According to the affidavit in support of the complaint, Schena touted that Arrayit is the “only laboratory in the world that offers” revolutionary “microarray technology” that allows Arrayit to test for allergy and COVID-19 based on a drop of blood that is 250,000 times smaller than the technology touted by Theranos.
Beginning in or around 2018 and continuing to in or around February 2020, Schena and others paid kickbacks and bribes to recruiters and doctors to run an allergy screening test for 120 allergens (including things ranging from stinging insects to food allergens) on every patient regardless of medical necessity, and then made numerous misrepresentations to potential investors about Arrayit’s allergy test sales, financial condition, and its future prospects. Schena and others issued press releases and tweeted about partnerships with Fortune 500 companies, government agencies and public institutions, without disclosing that such partnerships either did not exist or were of de minimis value.
As the COVID-19 crisis began to escalate in March 2020, Schena and others made false claims concerning Arrayit’s ability to provide accurate, fast, reliable and cheap COVID-19 tests in compliance with state and federal regulations, and made numerous misrepresentations to potential investors about the COVID-19 tests and Arrayit’s future prospects for COVID-19 testing.

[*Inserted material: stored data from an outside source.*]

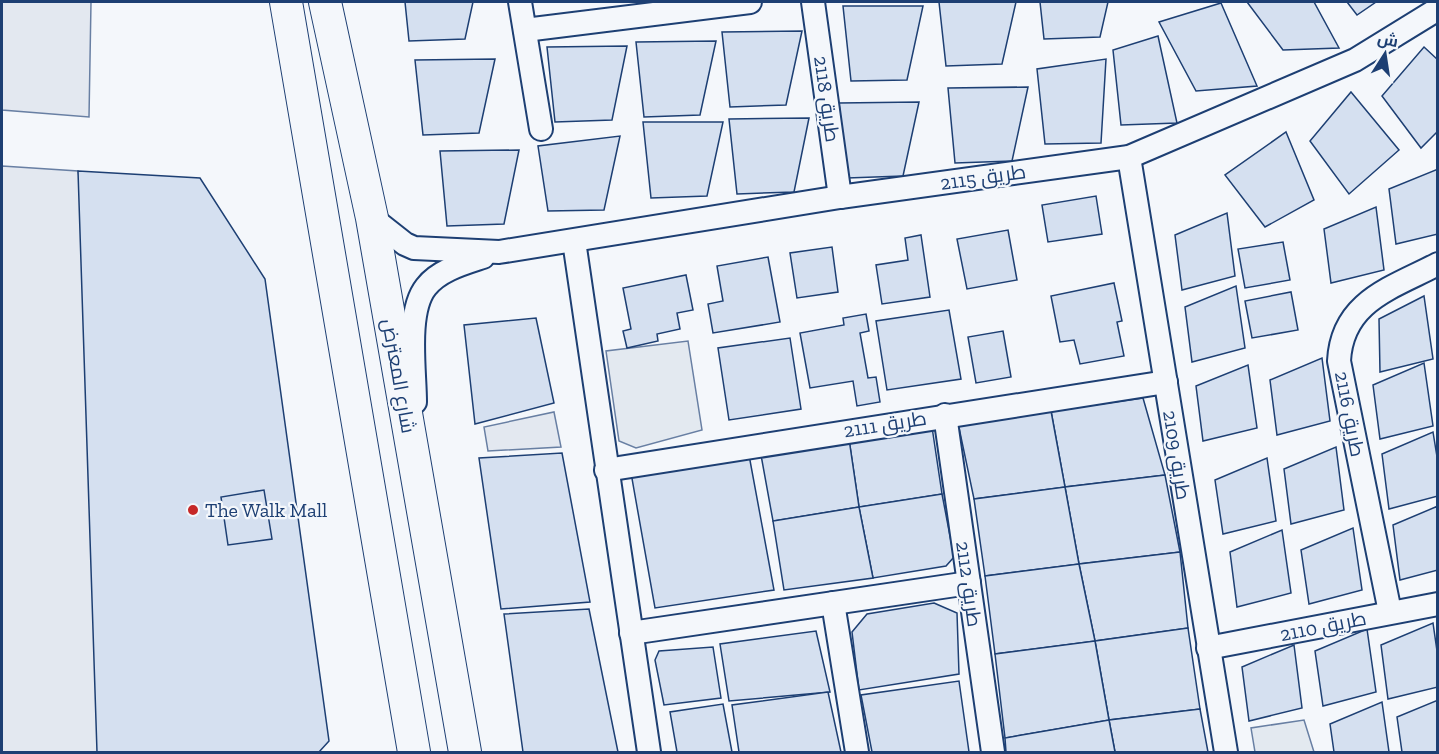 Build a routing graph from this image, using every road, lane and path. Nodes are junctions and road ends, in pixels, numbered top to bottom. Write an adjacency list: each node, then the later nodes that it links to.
1 (286, 2): 24 (street)
2 (325, 2): 11 (street, شارع المعترض)
3 (520, 2): 7 (street)
4 (750, 2): 7 (street)
5 (813, 2): 10 (street, طريق 2118)
6 (1437, 9): 9 (street, طريق 2115)
7 (525, 30): 8 (street)
8 (541, 129)
9 (1129, 157): 10 (street, طريق 2115); 15 (street, طريق 2109)
10 (840, 197): 12 (street, طريق 2115)
11 (372, 218): 13 (street, طريق 2115); 17 (street, شارع المعترض)
12 (574, 241): 13 (street, طريق 2115); 18 (street)
13 (499, 252): 17 (street, طريق 2115)
14 (1437, 264): 22 (street, طريق 2116)
15 (1166, 382): 16 (street, طريق 2111); 25 (street, طريق 2109)
16 (945, 415): 18 (street, طريق 2111); 19 (street, طريق 2112)
17 (414, 461): 28 (street, شارع المعترض)
18 (606, 470): 23 (street)
19 (969, 583): 20 (street); 31 (street, طريق 2112)
20 (832, 603): 23 (street); 30 (street)
21 (1437, 604): 22 (street, طريق 2110)
22 (1390, 612): 25 (street, طريق 2110)
23 (631, 633): 29 (street)
24 (395, 637): 26 (street); 27 (street)
25 (1208, 648): 32 (street, طريق 2109)
26 (398, 753)
27 (414, 753)
28 (465, 753)
29 (649, 753)
30 (857, 753)
31 (993, 753)
32 (1226, 753) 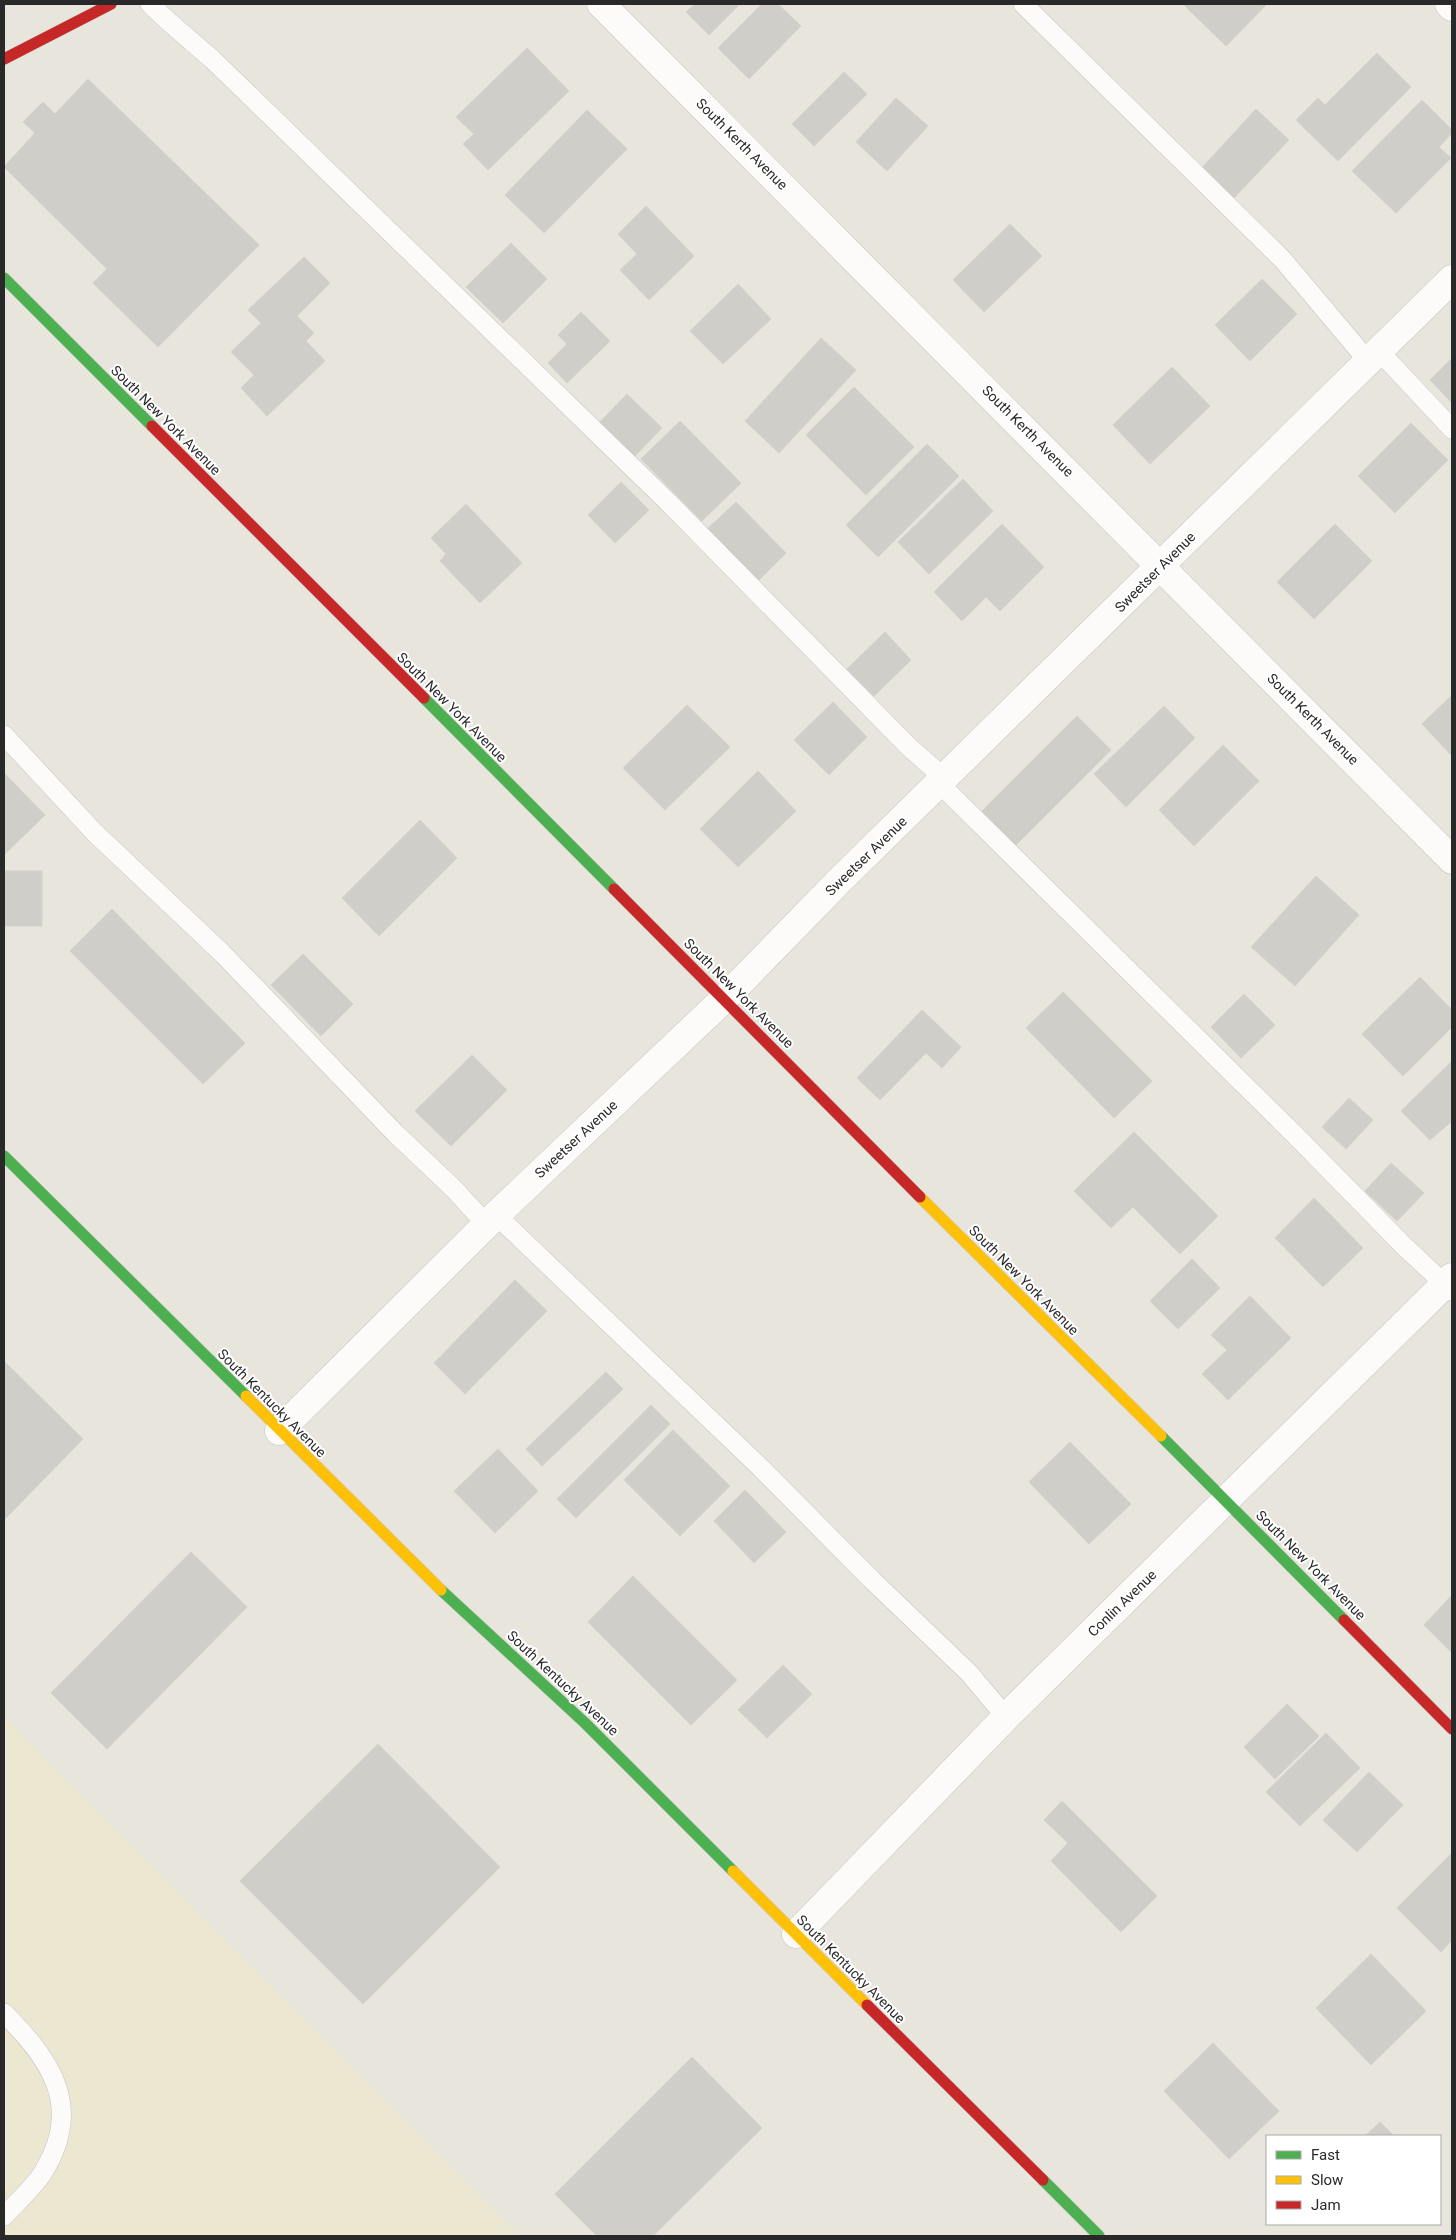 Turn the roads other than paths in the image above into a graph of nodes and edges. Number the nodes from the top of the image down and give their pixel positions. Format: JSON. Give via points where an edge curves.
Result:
{"nodes":[{"id":1,"x":111,"y":4,"type":"edge"},
{"id":2,"x":150,"y":4,"type":"edge"},
{"id":3,"x":601,"y":4,"type":"edge"},
{"id":4,"x":1023,"y":4,"type":"edge"},
{"id":5,"x":1449,"y":4,"type":"edge"},
{"id":6,"x":1452,"y":7,"type":"edge"},
{"id":7,"x":4,"y":59,"type":"edge"},
{"id":8,"x":4,"y":278,"type":"edge"},
{"id":9,"x":1452,"y":279,"type":"edge"},
{"id":10,"x":1374,"y":356,"type":"junction"},
{"id":11,"x":1452,"y":429,"type":"edge"},
{"id":12,"x":1162,"y":566,"type":"junction"},
{"id":13,"x":4,"y":735,"type":"edge"},
{"id":14,"x":940,"y":784,"type":"junction"},
{"id":15,"x":1452,"y":860,"type":"edge"},
{"id":16,"x":724,"y":999,"type":"junction"},
{"id":17,"x":4,"y":1156,"type":"edge"},
{"id":18,"x":491,"y":1220,"type":"junction"},
{"id":19,"x":1450,"y":1284,"type":"edge"},
{"id":20,"x":279,"y":1431,"type":"junction"},
{"id":21,"x":1226,"y":1500,"type":"junction"},
{"id":22,"x":1006,"y":1717,"type":"junction"},
{"id":23,"x":1452,"y":1729,"type":"edge"},
{"id":24,"x":796,"y":1934,"type":"junction"},
{"id":25,"x":4,"y":2013,"type":"edge"},
{"id":26,"x":4,"y":2216,"type":"edge"},
{"id":27,"x":1099,"y":2236,"type":"edge"}],
"edges":[{"from":1,"to":7,"type":"street"},
{"from":2,"to":14,"type":"lane","via":[[213,60],[668,502],[933,768]]},
{"from":3,"to":12,"type":"street","name":"South Kerth Avenue"},
{"from":4,"to":10,"type":"lane","via":[[1283,260]]},
{"from":5,"to":6,"type":"street"},
{"from":8,"to":16,"type":"street","name":"South New York Avenue"},
{"from":9,"to":10,"type":"street","name":"Sweetser Avenue"},
{"from":10,"to":11,"type":"lane"},
{"from":10,"to":12,"type":"street","name":"Sweetser Avenue"},
{"from":12,"to":14,"type":"street","name":"Sweetser Avenue"},
{"from":12,"to":15,"type":"street","name":"South Kerth Avenue"},
{"from":13,"to":18,"type":"lane","via":[[95,834],[223,954],[395,1133]]},
{"from":14,"to":16,"type":"street","name":"Sweetser Avenue","via":[[839,881]]},
{"from":14,"to":19,"type":"lane","via":[[1404,1246]]},
{"from":16,"to":18,"type":"street","name":"Sweetser Avenue"},
{"from":16,"to":21,"type":"street","name":"South New York Avenue","via":[[1023,1301]]},
{"from":17,"to":20,"type":"street","name":"South Kentucky Avenue"},
{"from":18,"to":20,"type":"street","name":"Sweetser Avenue"},
{"from":18,"to":22,"type":"lane","via":[[761,1468],[969,1674]]},
{"from":19,"to":21,"type":"street","name":"Conlin Avenue"},
{"from":20,"to":24,"type":"street","name":"South Kentucky Avenue","via":[[430,1580],[585,1723]]},
{"from":21,"to":22,"type":"street","name":"Conlin Avenue"},
{"from":21,"to":23,"type":"street","name":"South New York Avenue"},
{"from":22,"to":24,"type":"street","name":"Conlin Avenue"},
{"from":24,"to":27,"type":"street","name":"South Kentucky Avenue"},
{"from":25,"to":26,"type":"lane","via":[[35,2045],[53,2075],[61,2097],[61,2118],[59,2141],[42,2174]]}]}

Schena stated that it was simple to develop a test for COVID-19 because the switch from testing for allergies to testing for COVID-19 was “like a pastry chef” who switches from selling “strawberry pies” to selling “rhubarb and strawberry pies.” Arrayit’s stock price doubled in mid-March, but Schena and others never disclosed that there were questions about the validity of its data and the accuracy of its COVID-19 test.
A complaint is merely an allegation and the defendants are presumed innocent until proven guilty beyond a reasonable doubt in a court of law.
HHS-OIG’s San Francisco Regional Office and Detroit Regional Office, USPIS, the FBI, VA-OIG and DCIS investigated the case. Assistant Chiefs Jacob Foster and Justin Weitz of the Criminal Division’s Fraud Section and Assistant U.S. Attorney William Frentzen of the Northern District of California are prosecuting the case. The department appreciates the assistance of the Securities and Exchange Commission.